# Let's all help out!!



## Jeff Bringhurst (May 20, 2009)

I think it is safe to say we have all been affected by the tragedy out on the GSL last weekend. Although I did not know these men, it is painful anytime something like this happens to a fellow water fowler.

In an effort to help out the families, Camp Chef is organizing a breakfast fundraiser on Friday 11/23 at Farmington Bay. ALL proceeds from this breakfast will go directly to family of Logan Hardman:

FOR IMMEDIATE RELEASE
November 19, 2012

Breakfast in the marsh fundraiser for Logan Hardman's family.

Logan Hardman and Chad Tohinaka recently passed away doing what they loved, duck hunting together. On Friday November 23rd Camp Chef in conjuction with other partners will be holding a breakfast fundraiser on the marsh to rally the community to help a young family in need. Breakfast will be served from 6 AM to 10 AM at the North entrance to Goose Egg Island of the Farmington Bay Waterfowl Management Area. Donations will be accepted at the event and all proceeds will be deposited in the Zions Bank account established in Logan Hardman's name to assist his wife and children.

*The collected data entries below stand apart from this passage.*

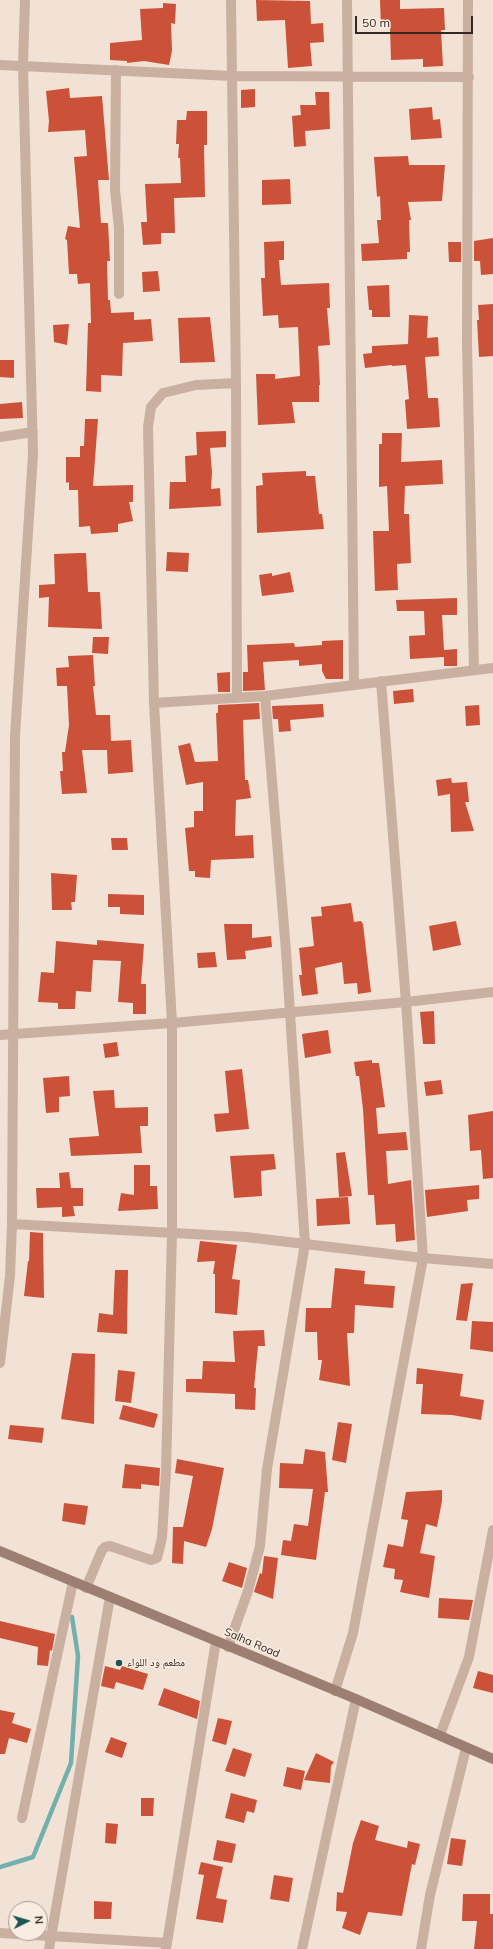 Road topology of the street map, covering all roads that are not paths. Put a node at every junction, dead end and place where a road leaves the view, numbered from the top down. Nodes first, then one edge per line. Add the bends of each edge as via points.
1 (25, 0) edge
2 (231, 0) edge
3 (347, 0) edge
4 (468, 0) edge
5 (0, 65) edge
6 (23, 66) junction
7 (116, 70) junction
8 (232, 76) junction
9 (348, 76) junction
10 (469, 77) junction
11 (119, 294) dead end
12 (236, 383) junction
13 (33, 432) junction
14 (0, 437) edge
15 (493, 668) edge
16 (474, 670) junction
17 (381, 681) junction
18 (354, 684) junction
19 (265, 696) junction
20 (237, 698) junction
21 (154, 703) junction
22 (493, 992) edge
23 (406, 1002) junction
24 (290, 1012) junction
25 (172, 1023) junction
26 (13, 1035) junction
27 (0, 1036) edge
28 (12, 1224) junction
29 (172, 1233) junction
30 (305, 1244) junction
31 (423, 1258) junction
32 (493, 1264) edge
33 (0, 1363) edge
34 (493, 1530) edge
35 (0, 1551) edge
36 (73, 1582) junction
37 (86, 1588) junction
38 (110, 1597) junction
39 (216, 1641) junction
40 (228, 1646) junction
41 (335, 1691) junction
42 (356, 1699) junction
43 (440, 1735) junction
44 (466, 1748) junction
45 (493, 1759) edge
46 (22, 1818) dead end
47 (0, 1933) edge
48 (51, 1936) junction
49 (166, 1946) edge
50 (49, 1949) edge
51 (302, 1949) edge
52 (421, 1949) edge

1 - 6 street
2 - 8 street
3 - 9 street
4 - 10 street
5 - 6 street
6 - 7 street
6 - 13 street
7 - 8 street
7 - 11 street via 115,189 119,229
8 - 9 street
8 - 12 street
9 - 10 street
9 - 18 street
10 - 16 street via 467,344
12 - 20 street
12 - 21 street via 196,385 163,393 151,407 148,427
13 - 14 street
13 - 26 street via 15,736
15 - 16 street
16 - 17 street
17 - 18 street
17 - 23 street
18 - 19 street
19 - 20 street
19 - 24 street
20 - 21 street
21 - 25 street
22 - 23 street
23 - 24 street
23 - 31 street
24 - 25 street
24 - 30 street
25 - 26 street
25 - 29 street
26 - 27 street
26 - 28 street
28 - 29 street
28 - 33 street via 10,1276
29 - 30 street via 246,1236
29 - 37 street via 166,1471 159,1554 151,1560 110,1546 105,1547
30 - 31 street
30 - 40 street via 267,1469 260,1546 248,1591
31 - 32 street
31 - 41 street via 353,1633
34 - 43 street via 469,1657
35 - 36 main road, Salha Road
36 - 37 main road, Salha Road
36 - 46 street
37 - 38 main road, Salha Road
38 - 39 main road, Salha Road
38 - 48 street
39 - 40 main road, Salha Road
39 - 49 street
40 - 41 main road, Salha Road
41 - 42 main road, Salha Road
42 - 43 main road, Salha Road
42 - 51 street
43 - 44 main road, Salha Road
44 - 45 main road, Salha Road
44 - 52 street via 430,1895
47 - 48 street
48 - 49 street
48 - 50 street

This is a chance for anyone looking for a warm breakfast on Friday to put their money towards a good cause.

For further information or to help out please contact:

Matt Anderson
[email protected]

or

Steve McGrath 
[email protected]

Thanks!!!!!!


----------



## JuniorPre 360 (Feb 22, 2012)

We'll be there! We'll miss the morning hunt and get some food and help out a good cause. I really hope to see a lot of people there.


----------



## dkhntrdstn (Sep 7, 2007)

I wish I could be there. but I will be up north that day. great job camp chief and every one else.


----------



## nk1nk (Nov 15, 2011)

We will be hunting Farmington that day, we probably wont eat but you bet we will donate. My 13 year old was in tears when he heard the news and the first thing he asked was how we could help out. Thanks for posting.

Nick


----------



## JuniorPre 360 (Feb 22, 2012)

Would you mind if I posted this on a few Facebook pages?


----------



## Chaser (Sep 28, 2007)

Man, I wish I wasn't working that day. I would love to be there. Good on ya Camp Chef!


----------



## Markthehunter88 (Nov 5, 2010)

I will be there!!!


----------



## Guest (Nov 19, 2012)

wood be good if thier was a donation box out thier with lock on it too but somebodie would have to check it daily but it could generate moore over time that way too;this is sad story and god bless they familys;


----------



## dkhntrdstn (Sep 7, 2007)

JuniorPre 360 said:


> Would you mind if I posted this on a few Facebook pages?


Go for it man.


----------



## Jeff Bringhurst (May 20, 2009)

JuniorPre 360 said:


> Would you mind if I posted this on a few Facebook pages?


DO IT!!! Thanks!!


----------



## Sprig Kennels (Jan 13, 2009)

I'll post it and put a link to this thread on my kennel facebook page.


----------



## Sprig Kennels (Jan 13, 2009)

is there going to be some kind of auction? I could come up with something to auction off if there is going to be an auction or we could do an online auction on here? Maybe 1 month of retriever training or some training sessions to be auctioned off or something like that?


----------



## Jeff Bringhurst (May 20, 2009)

Sprig Kennels said:


> is there going to be some kind of auction? I could come up with something to auction off if there is going to be an auction or we could do an online auction on here? Maybe 1 month of retriever training or some training sessions to be auctioned off or something like that?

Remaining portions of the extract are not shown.